The buying, selling, and trading of health information presents a global market opportunity of more than $230 billion, with companies like IQVIA (formerly known as IMS Health) currently dominating the space. “The beauty of data is that it can be sold 24/7,” BitMED’s CTO says. “It doesn’t operate on any time slot.” Additionally, the telemedicine industry, primarily driven by BitMED’s largest competitor Teledoc, represents another $18 billion opportunity that is expected to grow to more than $40 billion by 2021, according to Orbis Research. With its feet firmly planted in both waters, BitMED aims to double dip their chips in ways that would make George Costanza proud. And investors have taken notice.
To date, BitMED has caught the eye of investment firms Dosatsu, Godzilla Capital Partners, Tokenstack Partners, and Lunar Capital and raised just over $8 million in financing. BitMED co-founders Vargas and Rishi Madhok, a practicing emergency-room physician with over 10 years of experience, started the company with $300,000 of their own money and are now eyeing another, much larger investment round in the near future. The dollars appear to make sense, but do the ethics?
Concerns and consensus
Privacy advocates have long raised concerns regarding the sale of medical records—anonymized or not. After all, data miners willing to make the necessary time investment are able to de-anonymize data and build individualized profiles.
BitMED doesn’t deny this. The company stresses, however, that most people are already having their medical records bought and sold without their knowledge. Vargas says BitMED cannot take credit for creating the business of selling medical data. What BitMED has done, he says, is create a “better, faster, and cheaper way to do it” while empowering its members to benefit from each sale. Each time a merchant leases a dataset on the BitMED blockchain, members whose records were accessed “have their wallets sprinkled” with up to 3% of the sale in BXM.

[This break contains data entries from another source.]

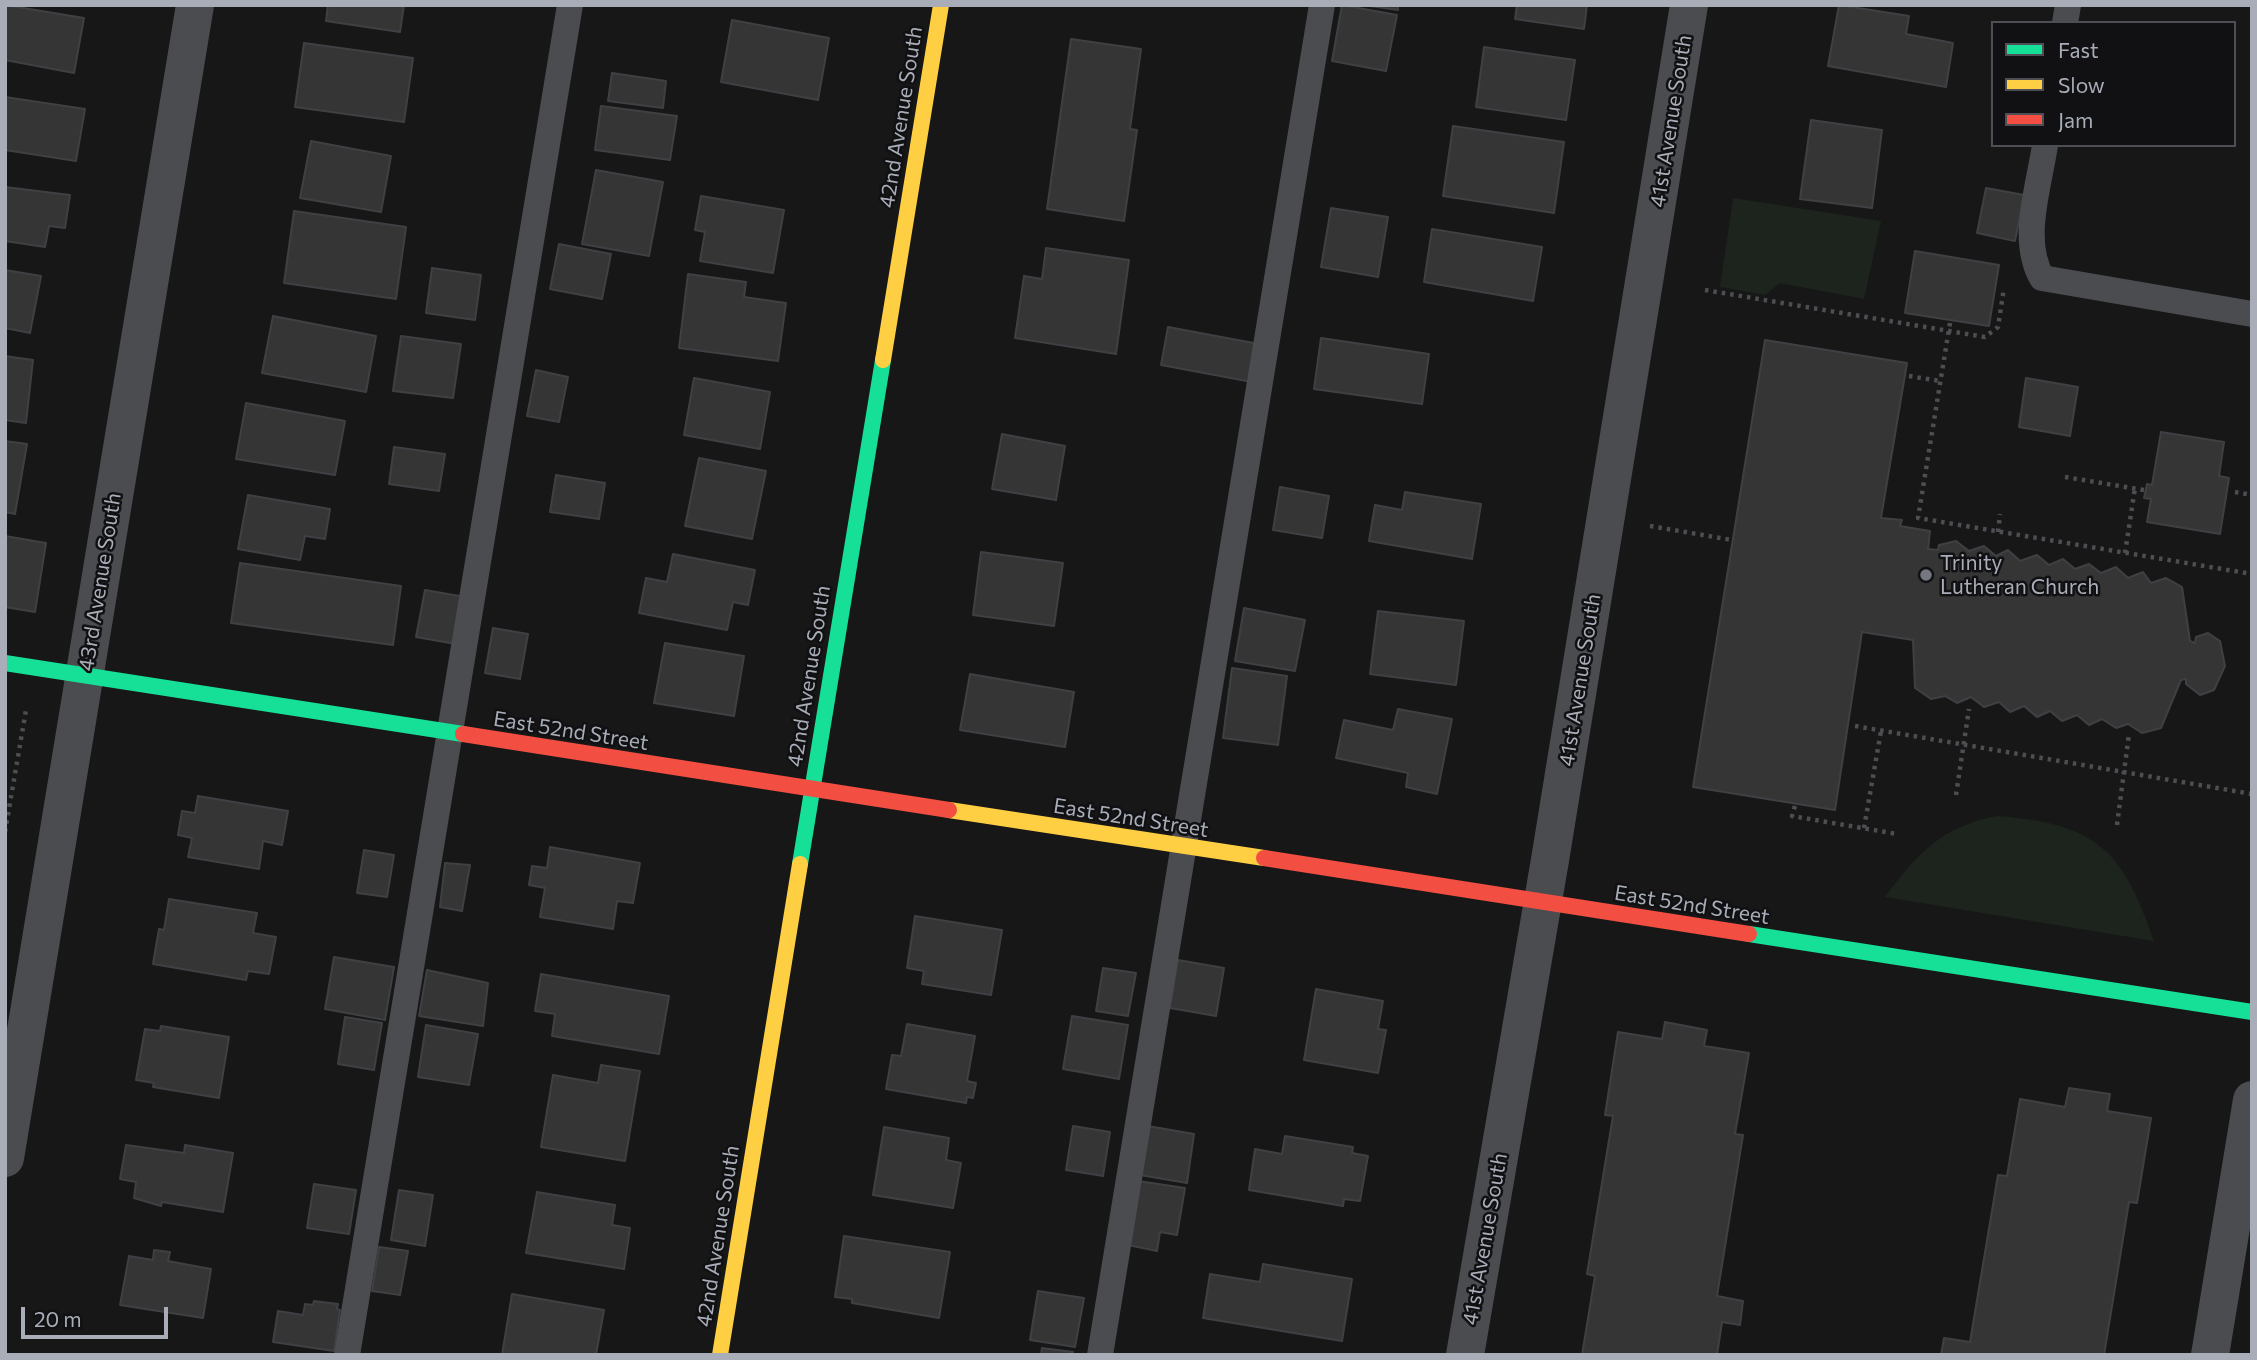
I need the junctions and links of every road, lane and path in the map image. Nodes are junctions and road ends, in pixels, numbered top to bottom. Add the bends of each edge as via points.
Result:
1 (195, 5) edge
2 (570, 5) edge
3 (941, 5) edge
4 (1322, 5) edge
5 (1689, 5) edge
6 (2045, 147) edge
7 (2005, 279) dead end
8 (1705, 290) dead end
9 (2252, 314) edge
10 (1950, 324) dead end
11 (1949, 331) junction
12 (1909, 376) dead end
13 (1940, 381) junction
14 (2065, 477) dead end
15 (2136, 488) junction
16 (2144, 490) dead end
17 (2235, 492) dead end
18 (2252, 495) edge
19 (2000, 514) dead end
20 (1606, 519) junction
21 (1998, 532) junction
22 (1732, 540) dead end
23 (2124, 553) junction
24 (2252, 574) edge
25 (5, 663) edge
26 (85, 675) junction
27 (26, 709) dead end
28 (1969, 709) dead end
29 (1855, 726) dead end
30 (1881, 731) junction
31 (450, 733) junction
32 (2129, 734) dead end
33 (1964, 745) junction
34 (2124, 772) junction
35 (811, 790) junction
36 (2252, 793) edge
37 (1956, 795) dead end
38 (1795, 806) dead end
39 (2117, 825) dead end
40 (1864, 828) junction
41 (5, 832) edge
42 (1897, 834) dead end
43 (1185, 848) junction
44 (1543, 903) junction
45 (2252, 1013) edge
46 (2252, 1100) edge
47 (5, 1158) edge
48 (348, 1355) edge
49 (720, 1355) edge
50 (1100, 1355) edge
51 (1465, 1355) edge
52 (2210, 1355) edge

1 - 26 street, 43rd Avenue South
2 - 31 lane
3 - 35 street, 42nd Avenue South
4 - 43 lane
5 - 20 street, 41st Avenue South
6 - 9 lane via 2031,237 2033,262 2042,278
7 - 11 path via 1994,333 1985,337
8 - 11 path
10 - 11 path
11 - 13 path
12 - 13 path
13 - 21 path via 1918,518
14 - 15 path
15 - 16 path
15 - 23 path
17 - 18 path
19 - 21 path
20 - 22 path
20 - 44 street, 41st Avenue South
21 - 23 path
23 - 24 path
25 - 26 street, East 52nd Street
26 - 31 street, East 52nd Street
26 - 47 street, 43rd Avenue South
27 - 41 path
28 - 33 path
29 - 30 path
30 - 33 path
30 - 40 path
31 - 35 street, East 52nd Street
31 - 48 lane
32 - 34 path
33 - 34 path
33 - 37 path
34 - 36 path
34 - 39 path
35 - 43 street, East 52nd Street
35 - 49 street, 42nd Avenue South
38 - 40 path via 1792,816
40 - 42 path
43 - 44 street, East 52nd Street
43 - 50 lane
44 - 45 street, East 52nd Street
44 - 51 street, 41st Avenue South
46 - 52 street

The transparency with which BitMED operates is enough to satisfy Dr. Ron Ribitzky, a BitMED advisor, former senior health-care strategist at Intel, and a leading expert in the burgeoning “blockchain in health care” industry. The ethics of data monetization is a “universal concern” that he regularly encounters in his travels around the world, he says. “As a physician and consumer alike, my answer is simple: profiting from one’s medical data is ethical if they agree to it.” In contrast, Ribitzky argues that preventing people from “making this decision for themselves, or making such decisions on their behalf,” is the truly unethical practice.
A physician and technologist by trade, Ribitzky says he’s come across his fair share of health-care-related blockchain projects. He has developed his own rubric through which he separates the signal from noise in this space and considers BitMED to be the “epitome of a disrupter.”
While BitMED faces stiff competition across its various verticals, the company is convinced that no one else yet offers the full array of services that it promises its members. It is precisely “the scale of the company's ambition” that is causing observers to take notice, including BitMED’s newly minted vice president of marketing, Greg Saint James. Whether or not the business model is sustainable remains to be seen, but the company’s early success is a testament to the allure of its unique offering.
It’s free health care on the free market all at the expense of your personal medical data. According to BitMED’s projections, it’s a trade that billions of people are eager to make.